HOW TO COMPLETE THIS TASK: Below are some entries. Copy each line that holds the string "name".
[ENTRIES PROVIDED Boundary: Start]
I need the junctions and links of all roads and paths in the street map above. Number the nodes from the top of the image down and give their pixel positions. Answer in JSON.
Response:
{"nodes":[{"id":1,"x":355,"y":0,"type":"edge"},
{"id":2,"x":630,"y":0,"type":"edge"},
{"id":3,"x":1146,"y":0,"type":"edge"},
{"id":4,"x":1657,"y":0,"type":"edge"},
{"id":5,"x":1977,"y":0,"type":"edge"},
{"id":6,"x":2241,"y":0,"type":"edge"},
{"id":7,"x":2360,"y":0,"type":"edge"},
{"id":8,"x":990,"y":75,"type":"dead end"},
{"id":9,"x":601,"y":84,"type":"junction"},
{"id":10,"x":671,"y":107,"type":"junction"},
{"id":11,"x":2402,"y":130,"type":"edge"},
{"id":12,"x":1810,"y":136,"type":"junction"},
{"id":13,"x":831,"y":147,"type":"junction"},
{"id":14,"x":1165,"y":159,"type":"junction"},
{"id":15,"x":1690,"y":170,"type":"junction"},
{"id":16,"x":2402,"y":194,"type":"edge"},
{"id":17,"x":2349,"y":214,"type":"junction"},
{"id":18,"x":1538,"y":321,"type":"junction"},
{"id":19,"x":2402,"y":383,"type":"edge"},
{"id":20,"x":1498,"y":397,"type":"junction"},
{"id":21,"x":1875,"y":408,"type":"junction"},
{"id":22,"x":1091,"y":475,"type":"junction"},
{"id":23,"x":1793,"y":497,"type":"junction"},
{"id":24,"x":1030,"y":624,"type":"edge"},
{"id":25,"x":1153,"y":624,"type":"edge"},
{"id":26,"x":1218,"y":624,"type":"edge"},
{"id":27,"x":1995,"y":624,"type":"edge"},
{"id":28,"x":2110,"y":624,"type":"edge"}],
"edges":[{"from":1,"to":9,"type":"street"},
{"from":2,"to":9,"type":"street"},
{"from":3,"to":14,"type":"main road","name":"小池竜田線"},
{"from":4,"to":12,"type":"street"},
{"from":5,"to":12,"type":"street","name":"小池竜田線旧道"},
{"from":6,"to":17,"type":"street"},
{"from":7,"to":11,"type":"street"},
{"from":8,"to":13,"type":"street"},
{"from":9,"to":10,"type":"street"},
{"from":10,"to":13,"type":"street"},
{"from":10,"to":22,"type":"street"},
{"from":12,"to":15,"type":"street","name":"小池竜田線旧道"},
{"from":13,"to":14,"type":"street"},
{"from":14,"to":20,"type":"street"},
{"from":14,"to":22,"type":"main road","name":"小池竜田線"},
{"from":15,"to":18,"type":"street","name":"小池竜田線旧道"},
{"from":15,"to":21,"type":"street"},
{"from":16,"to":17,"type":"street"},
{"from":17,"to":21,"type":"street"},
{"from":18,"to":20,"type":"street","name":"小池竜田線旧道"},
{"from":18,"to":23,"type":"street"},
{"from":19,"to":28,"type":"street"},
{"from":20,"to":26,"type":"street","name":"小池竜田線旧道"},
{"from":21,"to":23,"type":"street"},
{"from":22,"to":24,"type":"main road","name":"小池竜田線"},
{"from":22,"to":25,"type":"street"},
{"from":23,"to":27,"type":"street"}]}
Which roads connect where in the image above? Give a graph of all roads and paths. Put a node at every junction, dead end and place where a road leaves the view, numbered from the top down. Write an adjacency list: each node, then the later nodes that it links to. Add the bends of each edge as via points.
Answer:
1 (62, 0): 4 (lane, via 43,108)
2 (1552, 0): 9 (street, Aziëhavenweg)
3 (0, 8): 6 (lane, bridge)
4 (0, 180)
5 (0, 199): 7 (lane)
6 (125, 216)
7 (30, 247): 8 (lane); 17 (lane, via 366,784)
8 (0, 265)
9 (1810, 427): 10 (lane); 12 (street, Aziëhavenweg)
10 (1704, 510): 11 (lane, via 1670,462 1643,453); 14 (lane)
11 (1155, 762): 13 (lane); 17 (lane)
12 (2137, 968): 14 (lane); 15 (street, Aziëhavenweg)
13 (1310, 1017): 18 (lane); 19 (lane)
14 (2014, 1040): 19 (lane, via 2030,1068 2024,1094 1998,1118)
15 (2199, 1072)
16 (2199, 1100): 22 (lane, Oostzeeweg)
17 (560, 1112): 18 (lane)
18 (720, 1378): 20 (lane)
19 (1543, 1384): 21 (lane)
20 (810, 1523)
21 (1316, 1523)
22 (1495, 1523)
[ENTRIES PROVIDED Boundary: End]
THE ANSWER:
{"from":3,"to":14,"type":"main road","name":"小池竜田線"},
{"from":5,"to":12,"type":"street","name":"小池竜田線旧道"},
{"from":12,"to":15,"type":"street","name":"小池竜田線旧道"},
{"from":14,"to":22,"type":"main road","name":"小池竜田線"},
{"from":15,"to":18,"type":"street","name":"小池竜田線旧道"},
{"from":18,"to":20,"type":"street","name":"小池竜田線旧道"},
{"from":20,"to":26,"type":"street","name":"小池竜田線旧道"},
{"from":22,"to":24,"type":"main road","name":"小池竜田線"},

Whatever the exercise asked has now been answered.